PROBLEM DESCRIPTION
Which of the lines below holds the string "images"? Copy every line that does.

DATASET RECORDS

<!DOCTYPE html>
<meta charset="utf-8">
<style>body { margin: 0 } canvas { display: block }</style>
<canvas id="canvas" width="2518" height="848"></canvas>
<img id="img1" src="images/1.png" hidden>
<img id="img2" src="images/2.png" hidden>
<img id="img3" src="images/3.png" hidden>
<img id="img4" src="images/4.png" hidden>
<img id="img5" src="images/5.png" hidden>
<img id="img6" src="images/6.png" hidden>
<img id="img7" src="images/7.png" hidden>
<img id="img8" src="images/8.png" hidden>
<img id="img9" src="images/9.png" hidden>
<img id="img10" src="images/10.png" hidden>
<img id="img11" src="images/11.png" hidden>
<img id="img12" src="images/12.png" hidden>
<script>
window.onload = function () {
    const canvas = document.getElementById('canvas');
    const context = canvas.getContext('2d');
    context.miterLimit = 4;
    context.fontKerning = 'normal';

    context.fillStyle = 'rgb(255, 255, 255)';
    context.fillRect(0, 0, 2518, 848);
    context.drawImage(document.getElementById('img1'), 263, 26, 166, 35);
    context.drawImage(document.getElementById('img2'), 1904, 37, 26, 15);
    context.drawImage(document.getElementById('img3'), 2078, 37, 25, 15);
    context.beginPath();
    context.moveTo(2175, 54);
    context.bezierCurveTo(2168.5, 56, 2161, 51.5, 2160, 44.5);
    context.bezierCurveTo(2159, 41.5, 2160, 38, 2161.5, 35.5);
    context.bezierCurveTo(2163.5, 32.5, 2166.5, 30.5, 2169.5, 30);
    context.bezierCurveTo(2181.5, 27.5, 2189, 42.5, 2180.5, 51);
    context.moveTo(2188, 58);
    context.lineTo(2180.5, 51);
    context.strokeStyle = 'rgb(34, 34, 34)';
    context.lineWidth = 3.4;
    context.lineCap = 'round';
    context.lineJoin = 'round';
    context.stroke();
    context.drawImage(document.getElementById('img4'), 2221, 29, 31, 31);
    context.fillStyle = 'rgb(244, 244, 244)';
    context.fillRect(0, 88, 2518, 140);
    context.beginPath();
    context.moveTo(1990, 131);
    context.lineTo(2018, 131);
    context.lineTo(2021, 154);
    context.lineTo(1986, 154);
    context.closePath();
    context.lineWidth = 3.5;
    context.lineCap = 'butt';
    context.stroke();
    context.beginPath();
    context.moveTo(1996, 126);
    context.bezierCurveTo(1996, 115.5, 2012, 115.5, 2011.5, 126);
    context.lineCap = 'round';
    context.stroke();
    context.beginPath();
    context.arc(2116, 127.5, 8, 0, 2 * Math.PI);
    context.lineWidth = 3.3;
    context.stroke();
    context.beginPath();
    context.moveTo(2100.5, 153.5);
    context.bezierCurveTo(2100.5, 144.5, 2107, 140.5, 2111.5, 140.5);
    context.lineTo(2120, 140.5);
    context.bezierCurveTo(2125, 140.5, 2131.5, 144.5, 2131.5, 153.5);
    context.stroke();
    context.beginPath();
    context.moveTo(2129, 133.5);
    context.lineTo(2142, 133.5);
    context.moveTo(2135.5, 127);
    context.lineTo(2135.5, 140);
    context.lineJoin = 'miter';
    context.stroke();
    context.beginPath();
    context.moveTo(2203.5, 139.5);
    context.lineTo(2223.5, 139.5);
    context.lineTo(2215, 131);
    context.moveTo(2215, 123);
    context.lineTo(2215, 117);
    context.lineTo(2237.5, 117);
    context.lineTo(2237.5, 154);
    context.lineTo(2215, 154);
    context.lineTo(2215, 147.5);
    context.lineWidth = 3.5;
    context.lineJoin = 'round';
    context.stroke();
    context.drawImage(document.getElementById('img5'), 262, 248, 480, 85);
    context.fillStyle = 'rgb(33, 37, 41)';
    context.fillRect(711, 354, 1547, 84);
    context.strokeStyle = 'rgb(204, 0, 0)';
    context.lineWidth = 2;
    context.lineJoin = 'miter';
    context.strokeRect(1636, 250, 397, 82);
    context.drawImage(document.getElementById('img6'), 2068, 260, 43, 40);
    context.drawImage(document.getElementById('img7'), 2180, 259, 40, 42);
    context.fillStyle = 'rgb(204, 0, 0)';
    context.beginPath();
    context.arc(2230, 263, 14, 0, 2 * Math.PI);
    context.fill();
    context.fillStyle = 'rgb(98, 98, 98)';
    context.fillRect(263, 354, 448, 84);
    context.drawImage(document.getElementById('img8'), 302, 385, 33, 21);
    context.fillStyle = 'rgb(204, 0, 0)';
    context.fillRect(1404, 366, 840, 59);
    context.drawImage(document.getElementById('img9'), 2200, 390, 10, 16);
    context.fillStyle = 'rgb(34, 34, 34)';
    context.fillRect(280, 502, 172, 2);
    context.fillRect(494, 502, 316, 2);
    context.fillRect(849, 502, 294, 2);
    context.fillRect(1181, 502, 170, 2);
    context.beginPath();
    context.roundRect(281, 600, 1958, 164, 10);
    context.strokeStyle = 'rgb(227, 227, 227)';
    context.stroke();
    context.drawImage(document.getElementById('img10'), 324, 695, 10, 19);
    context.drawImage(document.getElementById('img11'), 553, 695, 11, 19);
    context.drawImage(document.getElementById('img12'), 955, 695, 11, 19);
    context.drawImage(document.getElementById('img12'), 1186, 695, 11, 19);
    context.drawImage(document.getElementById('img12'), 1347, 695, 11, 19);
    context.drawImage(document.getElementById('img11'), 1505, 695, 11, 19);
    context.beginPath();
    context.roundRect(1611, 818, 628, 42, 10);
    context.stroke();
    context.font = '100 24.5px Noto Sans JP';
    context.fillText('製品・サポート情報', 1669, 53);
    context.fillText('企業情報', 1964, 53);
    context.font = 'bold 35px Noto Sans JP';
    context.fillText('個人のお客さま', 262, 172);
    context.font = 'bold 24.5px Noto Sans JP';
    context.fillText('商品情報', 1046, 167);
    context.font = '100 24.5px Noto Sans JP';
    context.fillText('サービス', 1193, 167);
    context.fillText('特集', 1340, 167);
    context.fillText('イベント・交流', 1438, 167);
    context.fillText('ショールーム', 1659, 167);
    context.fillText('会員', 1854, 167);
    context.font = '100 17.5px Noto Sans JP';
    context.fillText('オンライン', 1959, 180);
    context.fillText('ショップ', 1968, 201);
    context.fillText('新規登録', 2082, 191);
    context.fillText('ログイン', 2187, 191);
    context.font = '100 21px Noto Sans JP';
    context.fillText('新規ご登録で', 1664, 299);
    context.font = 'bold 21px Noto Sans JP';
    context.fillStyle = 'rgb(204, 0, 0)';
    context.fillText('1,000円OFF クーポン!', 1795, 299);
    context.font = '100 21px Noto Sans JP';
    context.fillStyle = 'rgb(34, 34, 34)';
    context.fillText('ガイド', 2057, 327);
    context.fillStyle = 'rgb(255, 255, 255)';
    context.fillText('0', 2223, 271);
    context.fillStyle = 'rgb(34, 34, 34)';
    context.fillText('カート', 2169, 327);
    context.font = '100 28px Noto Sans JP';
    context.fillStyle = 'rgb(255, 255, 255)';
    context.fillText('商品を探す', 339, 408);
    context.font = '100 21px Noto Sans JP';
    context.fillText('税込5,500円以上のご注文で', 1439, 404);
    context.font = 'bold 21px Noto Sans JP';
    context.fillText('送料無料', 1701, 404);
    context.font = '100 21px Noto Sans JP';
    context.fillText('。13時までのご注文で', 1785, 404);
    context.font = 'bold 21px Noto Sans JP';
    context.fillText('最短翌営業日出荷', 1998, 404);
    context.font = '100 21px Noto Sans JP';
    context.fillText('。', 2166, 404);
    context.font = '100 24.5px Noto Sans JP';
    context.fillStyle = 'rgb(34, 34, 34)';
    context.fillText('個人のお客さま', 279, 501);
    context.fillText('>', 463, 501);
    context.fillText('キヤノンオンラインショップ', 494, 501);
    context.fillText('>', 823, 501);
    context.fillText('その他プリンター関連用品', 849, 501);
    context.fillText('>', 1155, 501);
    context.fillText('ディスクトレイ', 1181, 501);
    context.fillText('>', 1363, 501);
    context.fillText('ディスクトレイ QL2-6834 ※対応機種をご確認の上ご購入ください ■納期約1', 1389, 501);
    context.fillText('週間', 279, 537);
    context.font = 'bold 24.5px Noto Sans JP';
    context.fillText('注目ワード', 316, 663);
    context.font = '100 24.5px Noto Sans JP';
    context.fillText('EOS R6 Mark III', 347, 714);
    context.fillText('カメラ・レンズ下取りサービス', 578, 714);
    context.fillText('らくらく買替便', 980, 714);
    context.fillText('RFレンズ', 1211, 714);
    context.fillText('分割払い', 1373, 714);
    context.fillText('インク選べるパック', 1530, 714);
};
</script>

WRITTEN SOLUTION
<img id="img1" src="images/1.png" hidden>
<img id="img2" src="images/2.png" hidden>
<img id="img3" src="images/3.png" hidden>
<img id="img4" src="images/4.png" hidden>
<img id="img5" src="images/5.png" hidden>
<img id="img6" src="images/6.png" hidden>
<img id="img7" src="images/7.png" hidden>
<img id="img8" src="images/8.png" hidden>
<img id="img9" src="images/9.png" hidden>
<img id="img10" src="images/10.png" hidden>
<img id="img11" src="images/11.png" hidden>
<img id="img12" src="images/12.png" hidden>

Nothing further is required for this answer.